Remember what a normal cgroup v2 hierarchy looks like in the previous section? Although the cgroups created by runc are just like that, that’s not how the ones created by runsc looks like on our production cluster. Instead, they look like this:

1
2
3
4
5
6
/sys/fs/cgroup/
├── kubepods.slice
│   ├── kubepods-burstable.slice
│   │   └── kubepods-burstable-pod<pod_id>.slice
├── system.slice
│   ├── kubepods-burstable-pod<pod_id>.slice:cri-containerd:<container_id>

Why are the container cgroups not under the pod cgroups? Why are they in system.slice? If that was the case, the fix above won’t do anything because the parent slice is not the pod slice. The parent slice is system.slice, it has no memory limit. So the container will have no memory limit even after the fix. OOM’in the node.
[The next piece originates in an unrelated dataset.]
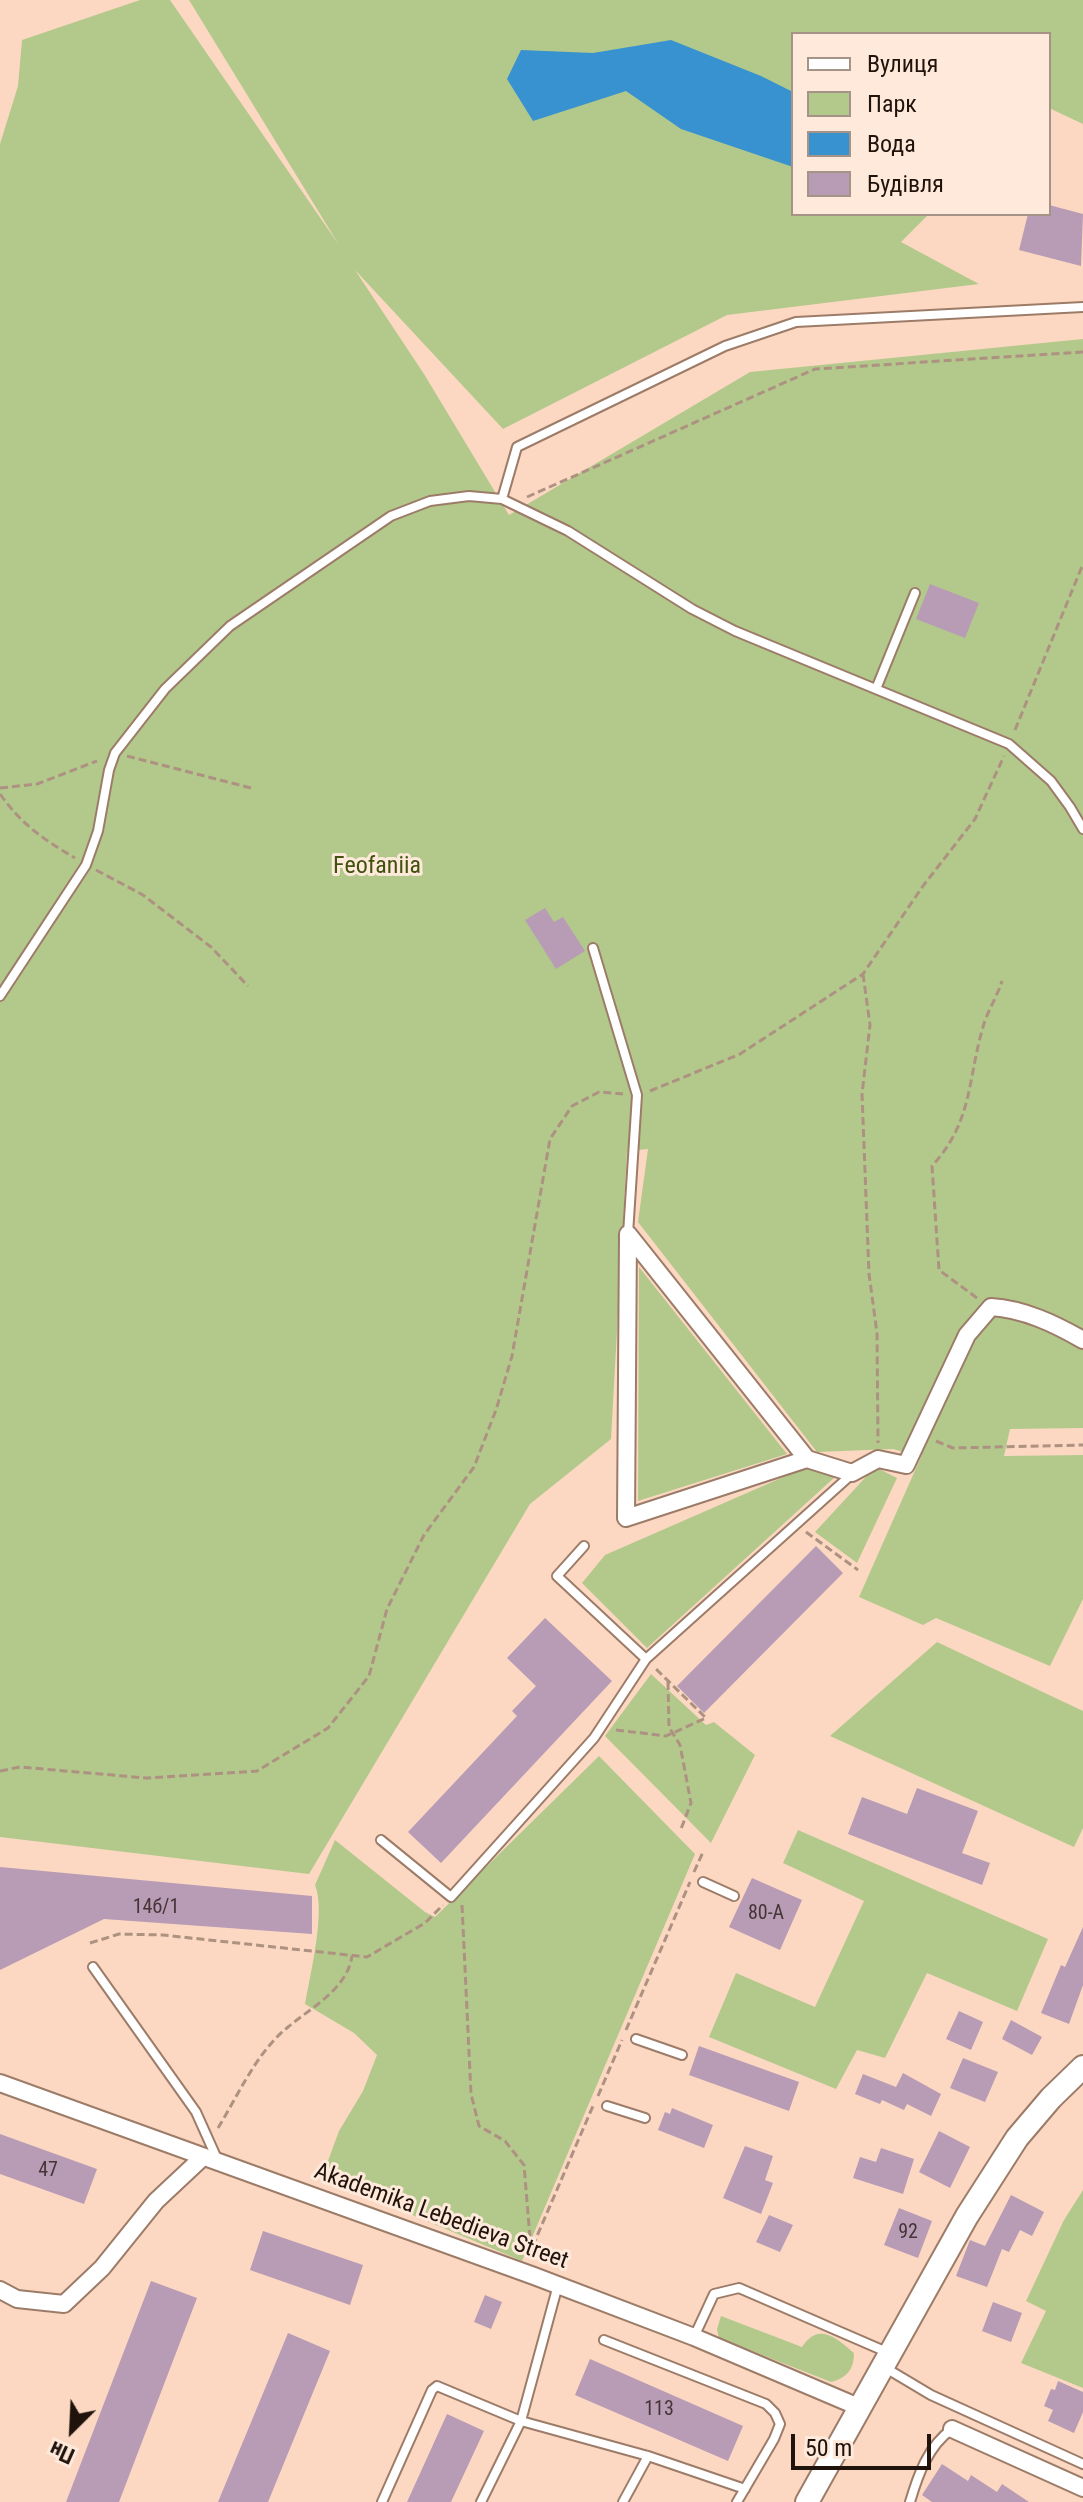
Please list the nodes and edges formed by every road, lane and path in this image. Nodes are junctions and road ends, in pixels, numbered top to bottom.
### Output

After some issue-searching on the gVisor GitHub repo, I found that runsc initially has no support for systemd cgroups google/gvisor #193. Support for systemd cgroup was added in google/gvisor #7287. It required a specific configuration in the runsc configuration:

1
2
3
4
// File: runsc/config/config.go
// Link: https://github.com/google/gvisor/blob/bf86207401cab99d859b25acd4911038608f0d33/runsc/config/config.go#L229-L230
+	// Use systemd to configure cgroups.
+	SystemdCgroup bool `flag:"systemd-cgroup"`

Hmm, looks like there was nothing like that in the runsc configuration on the production cluster. Go! Fix it! Find one of the cordoned node, drain it, upgrade the runsc binary, and change the configuration.

 1
 2
 3
 4
 5
 6
 7
 8
 9
10
/etc/containerd/config.toml
  [plugins."io.containerd.grpc.v1.cri".containerd.runtimes.runsc]
  runtime_type = "io.containerd.runsc.v1"
+ [plugins."io.containerd.grpc.v1.cri".containerd.runtimes.runsc.options]
+ TypeUrl = "io.containerd.runsc.v1.options"
+ ConfigPath = "/etc/containerd/runsc.toml"
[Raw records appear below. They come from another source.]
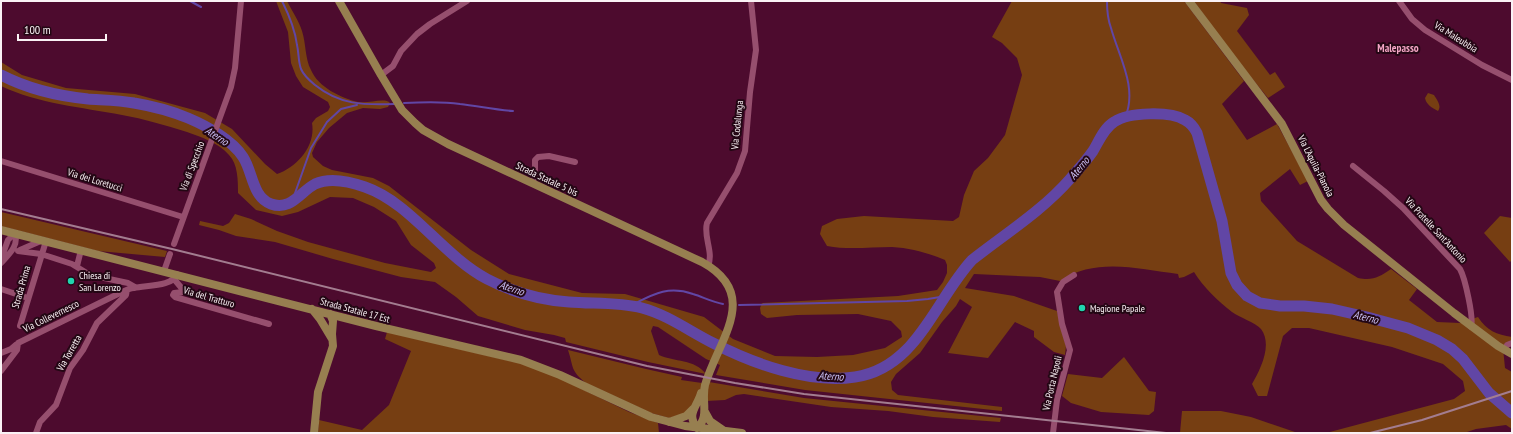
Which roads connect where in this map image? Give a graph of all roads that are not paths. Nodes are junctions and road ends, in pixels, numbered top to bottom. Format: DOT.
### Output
graph roads {
  1 [pos="241,1"];
  2 [pos="339,1"];
  3 [pos="467,1"];
  4 [pos="751,1"];
  5 [pos="1189,1"];
  6 [pos="1399,1"];
  7 [pos="381,75"];
  8 [pos="1512,80"];
  9 [pos="1,161"];
  10 [pos="575,162"];
  11 [pos="1353,166"];
  12 [pos="533,183"];
  13 [pos="183,217"];
  14 [pos="1,230"];
  15 [pos="15,233"];
  16 [pos="44,240"];
  17 [pos="174,244"];
  18 [pos="81,250"];
  19 [pos="18,251"];
  20 [pos="41,254"];
  21 [pos="170,254"];
  22 [pos="2,260"];
  23 [pos="77,266"];
  24 [pos="708,266"];
  25 [pos="164,271"];
  26 [pos="1074,275"];
  27 [pos="176,277"];
  28 [pos="135,287"];
  29 [pos="1,289"];
  30 [pos="127,290"];
  31 [pos="28,298"];
  32 [pos="312,309"];
  33 [pos="330,314"];
  34 [pos="345,318"];
  35 [pos="269,324"];
  36 [pos="20,326"];
  37 [pos="328,326"];
  38 [pos="1472,327"];
  39 [pos="18,343"];
  40 [pos="1512,343"];
  41 [pos="1508,352"];
  42 [pos="1,353"];
  43 [pos="715,359"];
  44 [pos="1,371"];
  45 [pos="694,409"];
  46 [pos="704,411"];
  47 [pos="666,422"];
  48 [pos="697,428"];
  49 [pos="725,431"];
  50 [pos="36,433"];
  51 [pos="314,433"];
  52 [pos="742,433"];
  53 [pos="1053,433"];
  1 -- 13 [label="street, Via di Specchio"];
  2 -- 7 [label="main road, Strada Statale 5 bis"];
  3 -- 7 [label="street"];
  4 -- 24 [label="street, Via Codalunga"];
  5 -- 38 [label="main road, Via L'Aquila-Pianola"];
  6 -- 8 [label="street, Via Maleubbia"];
  7 -- 12 [label="main road, Strada Statale 5 bis"];
  9 -- 13 [label="street, Via dei Loretucci"];
  10 -- 12 [label="street"];
  11 -- 38 [label="street, Via Pratelle Sant'Antonio"];
  12 -- 24 [label="main road, Strada Statale 5 bis"];
  13 -- 17 [label="street, Via di Specchio"];
  14 -- 15 [label="main road, Strada Statale 17 Est"];
  15 -- 16 [label="main road, Strada Statale 17 Est"];
  15 -- 22 [label="street"];
  16 -- 18 [label="main road, Strada Statale 17 Est"];
  16 -- 19 [label="street"];
  16 -- 20 [label="street, Strada Prima"];
  18 -- 23 [label="street"];
  18 -- 25 [label="main road, Strada Statale 17 Est"];
  19 -- 20 [label="street"];
  19 -- 22 [label="street"];
  20 -- 23 [label="street"];
  20 -- 31 [label="street, Strada Prima"];
  21 -- 25 [label="street"];
  23 -- 28 [label="street"];
  24 -- 43 [label="main road, Strada Statale 5 bis"];
  25 -- 27 [label="main road, Strada Statale 17 Est"];
  26 -- 53 [label="street, Via Porta Napoli"];
  27 -- 28 [label="street, Via Collevernesco"];
  27 -- 32 [label="main road, Strada Statale 17 Est"];
  27 -- 35 [label="street, Via del Tratturo"];
  28 -- 30 [label="street, Via Collevernesco"];
  29 -- 31 [label="street"];
  30 -- 39 [label="street, Via Collevernesco"];
  30 -- 50 [label="street, Via Torretta"];
  31 -- 36 [label="street, Strada Prima"];
  32 -- 33 [label="main road, Strada Statale 17 Est"];
  32 -- 37 [label="main road"];
  33 -- 34 [label="main road, Strada Statale 17 Est"];
  33 -- 37 [label="main road"];
  34 -- 37 [label="main road"];
  34 -- 47 [label="main road, Strada Statale 17 Est"];
  37 -- 51 [label="main road"];
  38 -- 41 [label="main road, Via L'Aquila-Pianola"];
  39 -- 42 [label="street, Via Collevernesco"];
  39 -- 44 [label="street"];
  40 -- 41 [label="street"];
  43 -- 45 [label="main road, Strada Statale 5 bis"];
  43 -- 46 [label="main road, Strada Statale 5 bis"];
  45 -- 47 [label="main road"];
  45 -- 48 [label="main road"];
  46 -- 48 [label="main road, Strada Statale 5 bis"];
  46 -- 49 [label="main road"];
  47 -- 48 [label="main road, Strada Statale 17 Est"];
  48 -- 49 [label="main road"];
  49 -- 52 [label="main road"];
}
/etc/containerd/runsc.toml"
+ [runsc_config]
+ systemd-cgroup = "true"

Restart containerd systemctl restart containerd. Apply a new Pod with toleration and nodeSelector to schedule it to a cordoned node. And it worked! The container cgroups are now under the pod cgroups. The --total-memory is set to 256MiB. The Pod was killed after it used more than 256MiB memory. The node was not killed. The issue was fixed.

Conclusion

So the issue was a combination of old gVisor version and incorrect configuration. The gVisor version on the production cluster was built before the fix was merged. The configuration was missing the systemd-cgroup option. The issue was fixed by upgrading the runsc binary and adding the systemd-cgroup option to the configuration.